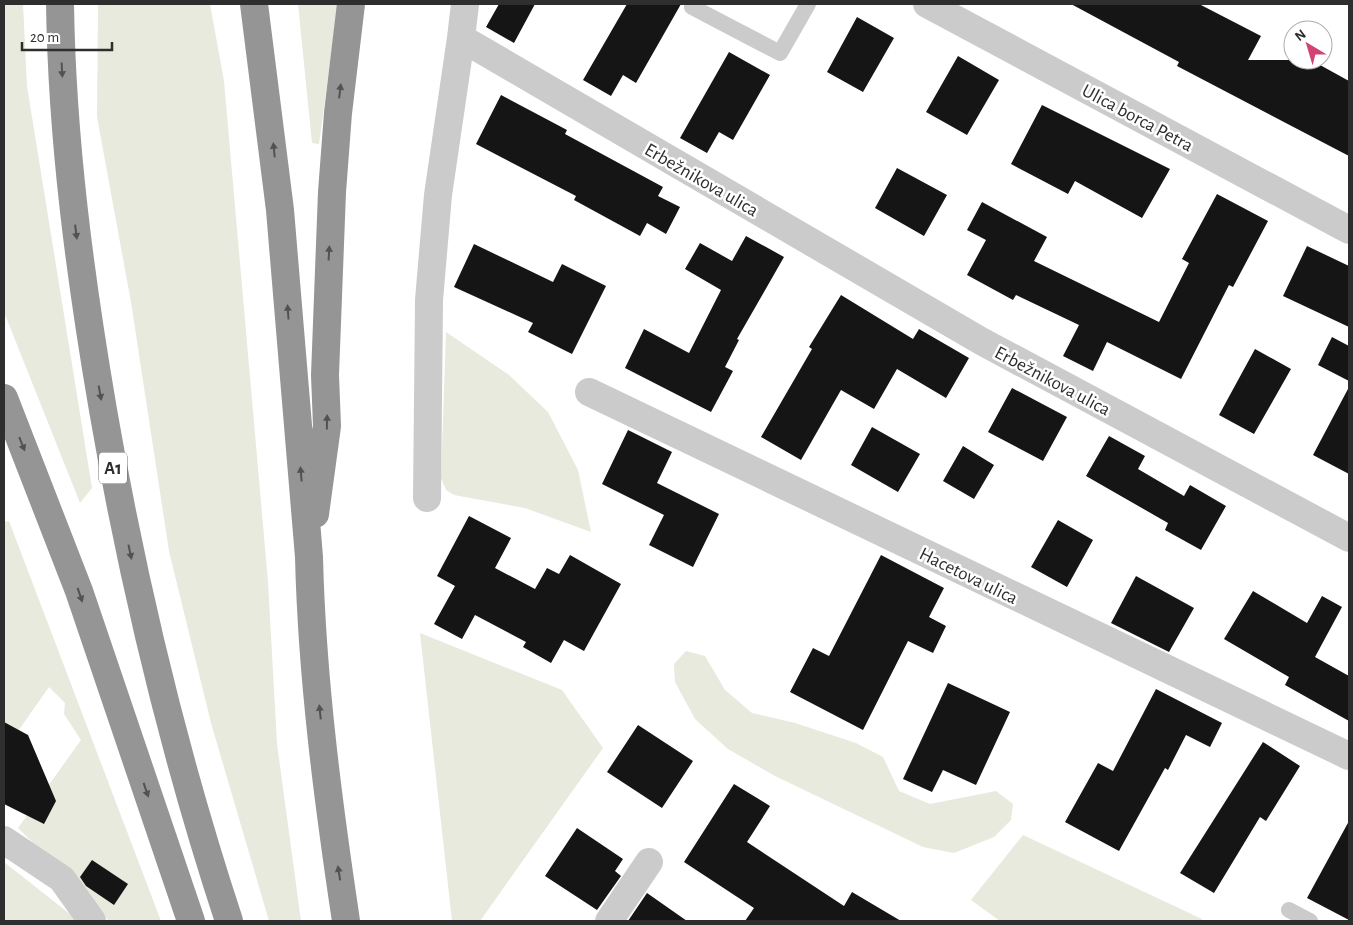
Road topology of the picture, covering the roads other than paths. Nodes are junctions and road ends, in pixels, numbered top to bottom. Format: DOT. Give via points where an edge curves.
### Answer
graph roads {
  1 [pos="60,4"];
  2 [pos="254,4"];
  3 [pos="351,4"];
  4 [pos="466,4"];
  5 [pos="808,4"];
  6 [pos="927,4"];
  7 [pos="692,7"];
  8 [pos="461,38"];
  9 [pos="1349,230"];
  10 [pos="589,392"];
  11 [pos="4,398"];
  12 [pos="427,498"];
  13 [pos="1349,538"];
  14 [pos="309,557"];
  15 [pos="1349,756"];
  16 [pos="4,840"];
  17 [pos="649,862"];
  18 [pos="1289,910"];
  19 [pos="92,921"];
  20 [pos="191,921"];
  21 [pos="229,921"];
  22 [pos="346,921"];
  23 [pos="609,921"];
  24 [pos="1310,921"];
  1 -- 21 [label="highway, A1, one-way" via="65,114 79,255 120,503 159,680 198,824"];
  14 -- 2 [label="highway, one-way" via="280,210"];
  14 -- 3 [label="highway, one-way" via="327,426 325,366 332,192"];
  4 -- 8 [label="street"];
  5 -- 7 [label="lane" via="780,53"];
  6 -- 9 [label="street, Ulica borca Petra"];
  8 -- 12 [label="street" via="438,195 429,300"];
  8 -- 13 [label="street, Erbežnikova ulica" via="980,341"];
  10 -- 15 [label="street, Hacetova ulica"];
  11 -- 20 [label="highway, one-way" via="79,591"];
  22 -- 14 [label="highway, one-way" via="331,823 310,607"];
  16 -- 19 [label="street" via="62,879"];
  17 -- 23 [label="street"];
  18 -- 24 [label="lane"];
}
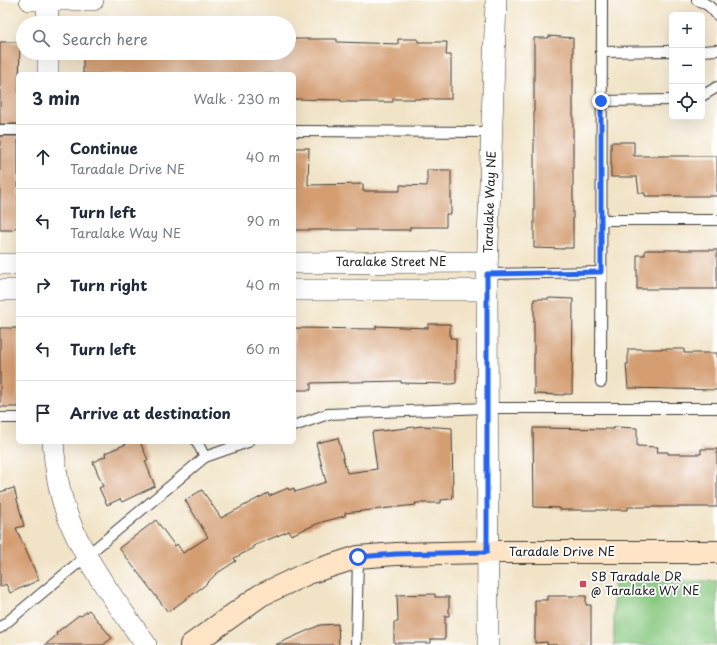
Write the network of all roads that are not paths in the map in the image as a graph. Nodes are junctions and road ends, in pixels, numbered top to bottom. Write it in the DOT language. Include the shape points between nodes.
graph roads {
  1 [pos="30,0"];
  2 [pos="47,0"];
  3 [pos="93,0"];
  4 [pos="496,0"];
  5 [pos="602,0"];
  6 [pos="698,0"];
  7 [pos="717,15"];
  8 [pos="48,16"];
  9 [pos="717,50"];
  10 [pos="669,51"];
  11 [pos="705,51"];
  12 [pos="601,52"];
  13 [pos="48,60"];
  14 [pos="48,72"];
  15 [pos="717,87"];
  16 [pos="705,94"];
  17 [pos="669,100"];
  18 [pos="601,101"];
  19 [pos="0,130"];
  20 [pos="16,130"];
  21 [pos="296,131"];
  22 [pos="492,132"];
  23 [pos="601,220"];
  24 [pos="717,220"];
  25 [pos="296,263"];
  26 [pos="0,264"];
  27 [pos="16,264"];
  28 [pos="601,272"];
  29 [pos="487,275"];
  30 [pos="0,290"];
  31 [pos="16,290"];
  32 [pos="296,290"];
  33 [pos="601,382"];
  34 [pos="487,408"];
  35 [pos="717,408"];
  36 [pos="0,418"];
  37 [pos="16,418"];
  38 [pos="296,425"];
  39 [pos="53,444"];
  40 [pos="198,444"];
  41 [pos="242,444"];
  42 [pos="205,457"];
  43 [pos="487,552"];
  44 [pos="717,552"];
  45 [pos="86,557"];
  46 [pos="358,557"];
  47 [pos="0,628"];
  48 [pos="146,645"];
  49 [pos="191,645"];
  50 [pos="356,645"];
  51 [pos="488,645"];
  1 -- 2 [label="street"];
  2 -- 3 [label="street"];
  2 -- 8 [label="street"];
  4 -- 22 [label="street, Taralake Way NE"];
  5 -- 12 [label="lane"];
  6 -- 7 [label="lane"];
  9 -- 11 [label="lane"];
  10 -- 12 [label="lane"];
  12 -- 18 [label="lane"];
  13 -- 14 [label="street"];
  15 -- 16 [label="lane"];
  17 -- 18 [label="lane"];
  18 -- 23 [label="lane"];
  19 -- 20 [label="lane"];
  21 -- 22 [label="lane"];
  22 -- 29 [label="street, Taralake Way NE"];
  23 -- 24 [label="lane"];
  23 -- 28 [label="lane"];
  25 -- 29 [label="street, Taralake Street NE"];
  26 -- 27 [label="street"];
  28 -- 29 [label="lane"];
  28 -- 33 [label="lane"];
  29 -- 32 [label="street"];
  29 -- 34 [label="street, Taralake Way NE"];
  30 -- 31 [label="street"];
  34 -- 35 [label="lane"];
  34 -- 38 [label="lane" via="328,414"];
  34 -- 43 [label="street, Taralake Way NE"];
  36 -- 37 [label="lane"];
  39 -- 45 [label="street" via="68,516"];
  40 -- 42 [label="lane"];
  41 -- 42 [label="lane"];
  42 -- 45 [label="lane"];
  43 -- 44 [label="street, Taradale Drive NE"];
  43 -- 46 [label="street, Taradale Drive NE"];
  43 -- 51 [label="street, Taralake Way NE"];
  45 -- 47 [label="lane"];
  45 -- 48 [label="street"];
  46 -- 49 [label="street, Taradale Drive NE" via="308,573 261,595"];
  46 -- 50 [label="lane"];
}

============================================================

- WHAT YOU NEED TO DO: Tally the lines of the data that contain the string "roads" and report the total alone.

- RESULT FOR THIS TASK: 4